----- GIVEN RECORDS
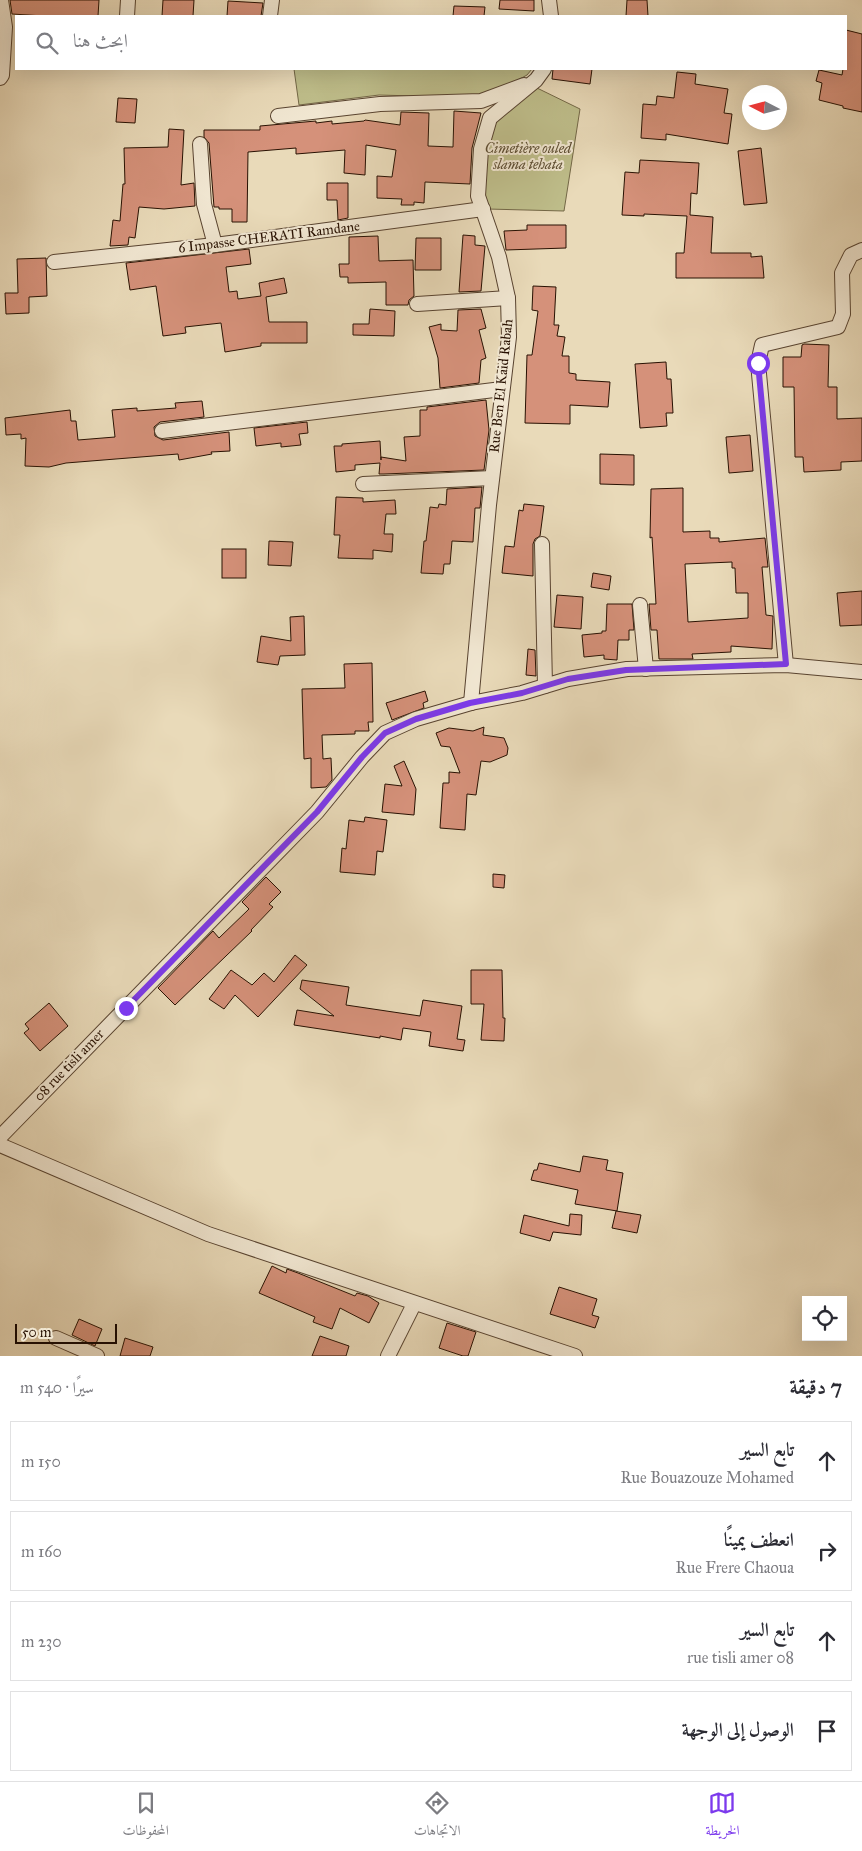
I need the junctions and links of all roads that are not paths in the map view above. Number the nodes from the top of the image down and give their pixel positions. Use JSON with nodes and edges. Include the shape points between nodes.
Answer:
{"nodes":[{"id":1,"x":1,"y":0,"type":"edge"},
{"id":2,"x":128,"y":0,"type":"edge"},
{"id":3,"x":272,"y":0,"type":"edge"},
{"id":4,"x":549,"y":0,"type":"edge"},
{"id":5,"x":127,"y":15,"type":"edge"},
{"id":6,"x":270,"y":15,"type":"edge"},
{"id":7,"x":551,"y":15,"type":"edge"},
{"id":8,"x":7,"y":17,"type":"edge"},
{"id":9,"x":540,"y":74,"type":"edge"},
{"id":10,"x":0,"y":78,"type":"edge"},
{"id":11,"x":278,"y":116,"type":"dead end"},
{"id":12,"x":200,"y":144,"type":"dead end"},
{"id":13,"x":483,"y":209,"type":"junction"},
{"id":14,"x":215,"y":245,"type":"junction"},
{"id":15,"x":862,"y":250,"type":"edge"},
{"id":16,"x":54,"y":262,"type":"dead end"},
{"id":17,"x":508,"y":298,"type":"junction"},
{"id":18,"x":417,"y":304,"type":"dead end"},
{"id":19,"x":502,"y":389,"type":"junction"},
{"id":20,"x":162,"y":431,"type":"dead end"},
{"id":21,"x":492,"y":478,"type":"junction"},
{"id":22,"x":363,"y":484,"type":"dead end"},
{"id":23,"x":542,"y":544,"type":"dead end"},
{"id":24,"x":640,"y":605,"type":"dead end"},
{"id":25,"x":786,"y":664,"type":"junction"},
{"id":26,"x":646,"y":669,"type":"junction"},
{"id":27,"x":862,"y":672,"type":"edge"},
{"id":28,"x":545,"y":686,"type":"junction"},
{"id":29,"x":470,"y":703,"type":"junction"},
{"id":30,"x":0,"y":1137,"type":"edge"},
{"id":31,"x":0,"y":1145,"type":"edge"},
{"id":32,"x":414,"y":1304,"type":"junction"},
{"id":33,"x":56,"y":1338,"type":"dead end"},
{"id":34,"x":97,"y":1356,"type":"edge"},
{"id":35,"x":388,"y":1356,"type":"edge"},
{"id":36,"x":575,"y":1356,"type":"edge"}],
"edges":[{"from":1,"to":8,"type":"street"},
{"from":2,"to":5,"type":"street"},
{"from":3,"to":6,"type":"street"},
{"from":4,"to":7,"type":"street"},
{"from":8,"to":10,"type":"street"},
{"from":9,"to":11,"type":"street","via":[[481,101],[380,104]]},
{"from":9,"to":13,"type":"street","name":"Rue Ben El Kaid Rabah","via":[[490,118],[481,149],[479,174],[478,196]]},
{"from":12,"to":14,"type":"street","via":[[204,204]]},
{"from":13,"to":14,"type":"street","name":"6 Impasse CHERATI Ramdane"},
{"from":13,"to":17,"type":"street","name":"Rue Ben El Kaid Rabah"},
{"from":14,"to":16,"type":"street","name":"6 Impasse CHERATI Ramdane"},
{"from":15,"to":25,"type":"street","via":[[852,255],[842,273],[843,314],[838,327],[762,345],[758,363]]},
{"from":17,"to":18,"type":"street"},
{"from":17,"to":19,"type":"street","name":"Rue Ben El Kaid Rabah","via":[[509,337]]},
{"from":19,"to":20,"type":"street"},
{"from":19,"to":21,"type":"street","name":"Rue Ben El Kaid Rabah"},
{"from":21,"to":22,"type":"street"},
{"from":21,"to":29,"type":"street","name":"Rue Ben El Kaid Rabah"},
{"from":23,"to":28,"type":"street"},
{"from":24,"to":26,"type":"street"},
{"from":25,"to":26,"type":"street","name":"08 rue tisli amer"},
{"from":25,"to":27,"type":"street","name":"08 rue tisli amer"},
{"from":26,"to":28,"type":"street","name":"08 rue tisli amer","via":[[568,679]]},
{"from":28,"to":29,"type":"street","name":"08 rue tisli amer"},
{"from":29,"to":30,"type":"street","name":"08 rue tisli amer","via":[[416,719],[385,733],[317,812]]},
{"from":31,"to":32,"type":"street","via":[[208,1234]]},
{"from":32,"to":35,"type":"street"},
{"from":32,"to":36,"type":"street"},
{"from":33,"to":34,"type":"street"}]}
----------
## TRY IT:
Filter the entries above down to the lines that hold the word "CHERATI", and copy those lines.

## REPLY TO THE EXERCISE:
{"from":13,"to":14,"type":"street","name":"6 Impasse CHERATI Ramdane"},
{"from":14,"to":16,"type":"street","name":"6 Impasse CHERATI Ramdane"},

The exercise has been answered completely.